Stored items:
* * *
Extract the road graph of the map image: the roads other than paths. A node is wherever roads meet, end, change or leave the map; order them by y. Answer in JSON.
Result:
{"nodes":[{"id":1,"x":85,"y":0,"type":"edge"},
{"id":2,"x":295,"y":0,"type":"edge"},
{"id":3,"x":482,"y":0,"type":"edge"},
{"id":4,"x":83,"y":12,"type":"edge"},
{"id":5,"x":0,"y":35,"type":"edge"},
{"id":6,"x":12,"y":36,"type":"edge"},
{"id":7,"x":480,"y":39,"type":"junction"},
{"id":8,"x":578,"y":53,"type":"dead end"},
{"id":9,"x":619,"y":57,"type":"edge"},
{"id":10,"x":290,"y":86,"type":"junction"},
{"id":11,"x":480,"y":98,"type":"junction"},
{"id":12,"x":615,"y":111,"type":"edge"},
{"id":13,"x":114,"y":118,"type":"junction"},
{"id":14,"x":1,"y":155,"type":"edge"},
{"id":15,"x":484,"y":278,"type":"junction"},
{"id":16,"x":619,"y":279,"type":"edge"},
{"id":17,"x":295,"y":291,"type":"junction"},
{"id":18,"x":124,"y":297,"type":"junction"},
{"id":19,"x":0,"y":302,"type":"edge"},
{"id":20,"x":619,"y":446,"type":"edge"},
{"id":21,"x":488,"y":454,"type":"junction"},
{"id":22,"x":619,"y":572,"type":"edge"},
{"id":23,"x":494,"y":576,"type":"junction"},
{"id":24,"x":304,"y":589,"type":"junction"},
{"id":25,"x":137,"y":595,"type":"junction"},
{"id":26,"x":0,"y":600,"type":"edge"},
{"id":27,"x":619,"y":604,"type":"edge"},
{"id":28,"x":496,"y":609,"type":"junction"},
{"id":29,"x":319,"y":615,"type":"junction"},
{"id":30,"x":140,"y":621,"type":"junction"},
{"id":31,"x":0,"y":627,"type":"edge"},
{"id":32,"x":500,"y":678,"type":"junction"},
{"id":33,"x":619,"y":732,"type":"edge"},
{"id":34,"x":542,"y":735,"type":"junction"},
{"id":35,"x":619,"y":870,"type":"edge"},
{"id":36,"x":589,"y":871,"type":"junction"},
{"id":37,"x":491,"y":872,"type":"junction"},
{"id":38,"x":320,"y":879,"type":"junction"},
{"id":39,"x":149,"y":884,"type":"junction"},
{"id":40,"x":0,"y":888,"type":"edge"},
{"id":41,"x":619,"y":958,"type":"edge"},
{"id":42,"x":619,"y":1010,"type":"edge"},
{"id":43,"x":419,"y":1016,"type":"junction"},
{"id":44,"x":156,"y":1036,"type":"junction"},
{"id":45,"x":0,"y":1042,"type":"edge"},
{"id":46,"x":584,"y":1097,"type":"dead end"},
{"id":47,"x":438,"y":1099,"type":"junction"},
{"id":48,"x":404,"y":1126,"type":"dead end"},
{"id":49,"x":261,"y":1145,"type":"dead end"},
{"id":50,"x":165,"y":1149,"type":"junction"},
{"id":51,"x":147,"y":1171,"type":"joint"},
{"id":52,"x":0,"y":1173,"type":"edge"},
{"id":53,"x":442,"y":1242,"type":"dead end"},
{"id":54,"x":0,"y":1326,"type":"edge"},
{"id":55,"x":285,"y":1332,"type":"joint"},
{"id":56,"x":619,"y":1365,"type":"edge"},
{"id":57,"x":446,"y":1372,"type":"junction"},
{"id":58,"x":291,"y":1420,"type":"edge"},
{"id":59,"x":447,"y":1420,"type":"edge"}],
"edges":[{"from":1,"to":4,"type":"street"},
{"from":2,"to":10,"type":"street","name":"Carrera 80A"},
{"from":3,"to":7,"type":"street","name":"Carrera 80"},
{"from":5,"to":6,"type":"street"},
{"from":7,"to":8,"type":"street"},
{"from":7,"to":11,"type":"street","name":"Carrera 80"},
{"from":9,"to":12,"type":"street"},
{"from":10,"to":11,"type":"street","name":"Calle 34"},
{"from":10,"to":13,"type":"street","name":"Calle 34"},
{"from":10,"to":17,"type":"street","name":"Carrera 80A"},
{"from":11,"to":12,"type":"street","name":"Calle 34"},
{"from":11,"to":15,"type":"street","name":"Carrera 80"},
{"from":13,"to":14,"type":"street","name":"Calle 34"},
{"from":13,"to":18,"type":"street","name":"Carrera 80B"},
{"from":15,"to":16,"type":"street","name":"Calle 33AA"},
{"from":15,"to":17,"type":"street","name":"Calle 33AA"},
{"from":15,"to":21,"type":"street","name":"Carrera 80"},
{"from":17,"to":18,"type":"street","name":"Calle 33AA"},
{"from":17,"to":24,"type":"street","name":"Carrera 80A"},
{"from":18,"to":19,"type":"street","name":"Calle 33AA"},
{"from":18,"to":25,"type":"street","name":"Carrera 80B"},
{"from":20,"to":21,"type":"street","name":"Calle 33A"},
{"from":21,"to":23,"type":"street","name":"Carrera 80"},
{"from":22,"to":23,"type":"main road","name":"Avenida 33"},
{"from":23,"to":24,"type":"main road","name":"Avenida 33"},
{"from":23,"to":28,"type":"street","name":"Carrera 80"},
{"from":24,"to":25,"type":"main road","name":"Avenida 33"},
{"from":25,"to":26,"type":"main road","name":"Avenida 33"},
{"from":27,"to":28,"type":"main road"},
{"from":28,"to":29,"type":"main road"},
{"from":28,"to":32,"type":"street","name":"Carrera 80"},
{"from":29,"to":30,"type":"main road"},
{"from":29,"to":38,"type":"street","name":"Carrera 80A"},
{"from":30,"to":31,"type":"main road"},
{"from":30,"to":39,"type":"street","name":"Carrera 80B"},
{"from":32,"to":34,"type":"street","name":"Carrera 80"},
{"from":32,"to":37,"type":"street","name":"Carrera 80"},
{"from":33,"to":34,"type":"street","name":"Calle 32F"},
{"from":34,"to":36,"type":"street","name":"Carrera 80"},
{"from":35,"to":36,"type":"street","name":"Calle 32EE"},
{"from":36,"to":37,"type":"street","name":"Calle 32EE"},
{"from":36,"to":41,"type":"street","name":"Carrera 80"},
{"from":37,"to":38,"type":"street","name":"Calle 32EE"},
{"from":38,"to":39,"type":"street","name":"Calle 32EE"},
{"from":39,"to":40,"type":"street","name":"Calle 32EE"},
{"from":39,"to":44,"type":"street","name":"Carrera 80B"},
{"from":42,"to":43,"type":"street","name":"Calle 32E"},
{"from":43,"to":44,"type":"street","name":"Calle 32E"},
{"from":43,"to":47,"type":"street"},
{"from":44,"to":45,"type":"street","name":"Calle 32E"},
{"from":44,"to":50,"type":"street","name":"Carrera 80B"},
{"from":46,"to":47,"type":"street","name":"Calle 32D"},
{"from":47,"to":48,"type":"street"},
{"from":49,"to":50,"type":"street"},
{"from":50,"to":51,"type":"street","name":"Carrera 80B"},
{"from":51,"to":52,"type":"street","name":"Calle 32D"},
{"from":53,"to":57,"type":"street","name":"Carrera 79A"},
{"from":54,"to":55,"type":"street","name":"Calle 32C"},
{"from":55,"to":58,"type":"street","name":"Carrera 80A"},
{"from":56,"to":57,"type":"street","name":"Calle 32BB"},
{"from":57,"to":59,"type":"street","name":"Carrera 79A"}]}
* * *
**Assignment**
Write the records out in full, exactly as they read above.

**Response to the task**
Extract the road graph of the map image: the roads other than paths. A node is wherever roads meet, end, change or leave the map; order them by y. Answer in JSON.
Result:
{"nodes":[{"id":1,"x":85,"y":0,"type":"edge"},
{"id":2,"x":295,"y":0,"type":"edge"},
{"id":3,"x":482,"y":0,"type":"edge"},
{"id":4,"x":83,"y":12,"type":"edge"},
{"id":5,"x":0,"y":35,"type":"edge"},
{"id":6,"x":12,"y":36,"type":"edge"},
{"id":7,"x":480,"y":39,"type":"junction"},
{"id":8,"x":578,"y":53,"type":"dead end"},
{"id":9,"x":619,"y":57,"type":"edge"},
{"id":10,"x":290,"y":86,"type":"junction"},
{"id":11,"x":480,"y":98,"type":"junction"},
{"id":12,"x":615,"y":111,"type":"edge"},
{"id":13,"x":114,"y":118,"type":"junction"},
{"id":14,"x":1,"y":155,"type":"edge"},
{"id":15,"x":484,"y":278,"type":"junction"},
{"id":16,"x":619,"y":279,"type":"edge"},
{"id":17,"x":295,"y":291,"type":"junction"},
{"id":18,"x":124,"y":297,"type":"junction"},
{"id":19,"x":0,"y":302,"type":"edge"},
{"id":20,"x":619,"y":446,"type":"edge"},
{"id":21,"x":488,"y":454,"type":"junction"},
{"id":22,"x":619,"y":572,"type":"edge"},
{"id":23,"x":494,"y":576,"type":"junction"},
{"id":24,"x":304,"y":589,"type":"junction"},
{"id":25,"x":137,"y":595,"type":"junction"},
{"id":26,"x":0,"y":600,"type":"edge"},
{"id":27,"x":619,"y":604,"type":"edge"},
{"id":28,"x":496,"y":609,"type":"junction"},
{"id":29,"x":319,"y":615,"type":"junction"},
{"id":30,"x":140,"y":621,"type":"junction"},
{"id":31,"x":0,"y":627,"type":"edge"},
{"id":32,"x":500,"y":678,"type":"junction"},
{"id":33,"x":619,"y":732,"type":"edge"},
{"id":34,"x":542,"y":735,"type":"junction"},
{"id":35,"x":619,"y":870,"type":"edge"},
{"id":36,"x":589,"y":871,"type":"junction"},
{"id":37,"x":491,"y":872,"type":"junction"},
{"id":38,"x":320,"y":879,"type":"junction"},
{"id":39,"x":149,"y":884,"type":"junction"},
{"id":40,"x":0,"y":888,"type":"edge"},
{"id":41,"x":619,"y":958,"type":"edge"},
{"id":42,"x":619,"y":1010,"type":"edge"},
{"id":43,"x":419,"y":1016,"type":"junction"},
{"id":44,"x":156,"y":1036,"type":"junction"},
{"id":45,"x":0,"y":1042,"type":"edge"},
{"id":46,"x":584,"y":1097,"type":"dead end"},
{"id":47,"x":438,"y":1099,"type":"junction"},
{"id":48,"x":404,"y":1126,"type":"dead end"},
{"id":49,"x":261,"y":1145,"type":"dead end"},
{"id":50,"x":165,"y":1149,"type":"junction"},
{"id":51,"x":147,"y":1171,"type":"joint"},
{"id":52,"x":0,"y":1173,"type":"edge"},
{"id":53,"x":442,"y":1242,"type":"dead end"},
{"id":54,"x":0,"y":1326,"type":"edge"},
{"id":55,"x":285,"y":1332,"type":"joint"},
{"id":56,"x":619,"y":1365,"type":"edge"},
{"id":57,"x":446,"y":1372,"type":"junction"},
{"id":58,"x":291,"y":1420,"type":"edge"},
{"id":59,"x":447,"y":1420,"type":"edge"}],
"edges":[{"from":1,"to":4,"type":"street"},
{"from":2,"to":10,"type":"street","name":"Carrera 80A"},
{"from":3,"to":7,"type":"street","name":"Carrera 80"},
{"from":5,"to":6,"type":"street"},
{"from":7,"to":8,"type":"street"},
{"from":7,"to":11,"type":"street","name":"Carrera 80"},
{"from":9,"to":12,"type":"street"},
{"from":10,"to":11,"type":"street","name":"Calle 34"},
{"from":10,"to":13,"type":"street","name":"Calle 34"},
{"from":10,"to":17,"type":"street","name":"Carrera 80A"},
{"from":11,"to":12,"type":"street","name":"Calle 34"},
{"from":11,"to":15,"type":"street","name":"Carrera 80"},
{"from":13,"to":14,"type":"street","name":"Calle 34"},
{"from":13,"to":18,"type":"street","name":"Carrera 80B"},
{"from":15,"to":16,"type":"street","name":"Calle 33AA"},
{"from":15,"to":17,"type":"street","name":"Calle 33AA"},
{"from":15,"to":21,"type":"street","name":"Carrera 80"},
{"from":17,"to":18,"type":"street","name":"Calle 33AA"},
{"from":17,"to":24,"type":"street","name":"Carrera 80A"},
{"from":18,"to":19,"type":"street","name":"Calle 33AA"},
{"from":18,"to":25,"type":"street","name":"Carrera 80B"},
{"from":20,"to":21,"type":"street","name":"Calle 33A"},
{"from":21,"to":23,"type":"street","name":"Carrera 80"},
{"from":22,"to":23,"type":"main road","name":"Avenida 33"},
{"from":23,"to":24,"type":"main road","name":"Avenida 33"},
{"from":23,"to":28,"type":"street","name":"Carrera 80"},
{"from":24,"to":25,"type":"main road","name":"Avenida 33"},
{"from":25,"to":26,"type":"main road","name":"Avenida 33"},
{"from":27,"to":28,"type":"main road"},
{"from":28,"to":29,"type":"main road"},
{"from":28,"to":32,"type":"street","name":"Carrera 80"},
{"from":29,"to":30,"type":"main road"},
{"from":29,"to":38,"type":"street","name":"Carrera 80A"},
{"from":30,"to":31,"type":"main road"},
{"from":30,"to":39,"type":"street","name":"Carrera 80B"},
{"from":32,"to":34,"type":"street","name":"Carrera 80"},
{"from":32,"to":37,"type":"street","name":"Carrera 80"},
{"from":33,"to":34,"type":"street","name":"Calle 32F"},
{"from":34,"to":36,"type":"street","name":"Carrera 80"},
{"from":35,"to":36,"type":"street","name":"Calle 32EE"},
{"from":36,"to":37,"type":"street","name":"Calle 32EE"},
{"from":36,"to":41,"type":"street","name":"Carrera 80"},
{"from":37,"to":38,"type":"street","name":"Calle 32EE"},
{"from":38,"to":39,"type":"street","name":"Calle 32EE"},
{"from":39,"to":40,"type":"street","name":"Calle 32EE"},
{"from":39,"to":44,"type":"street","name":"Carrera 80B"},
{"from":42,"to":43,"type":"street","name":"Calle 32E"},
{"from":43,"to":44,"type":"street","name":"Calle 32E"},
{"from":43,"to":47,"type":"street"},
{"from":44,"to":45,"type":"street","name":"Calle 32E"},
{"from":44,"to":50,"type":"street","name":"Carrera 80B"},
{"from":46,"to":47,"type":"street","name":"Calle 32D"},
{"from":47,"to":48,"type":"street"},
{"from":49,"to":50,"type":"street"},
{"from":50,"to":51,"type":"street","name":"Carrera 80B"},
{"from":51,"to":52,"type":"street","name":"Calle 32D"},
{"from":53,"to":57,"type":"street","name":"Carrera 79A"},
{"from":54,"to":55,"type":"street","name":"Calle 32C"},
{"from":55,"to":58,"type":"street","name":"Carrera 80A"},
{"from":56,"to":57,"type":"street","name":"Calle 32BB"},
{"from":57,"to":59,"type":"street","name":"Carrera 79A"}]}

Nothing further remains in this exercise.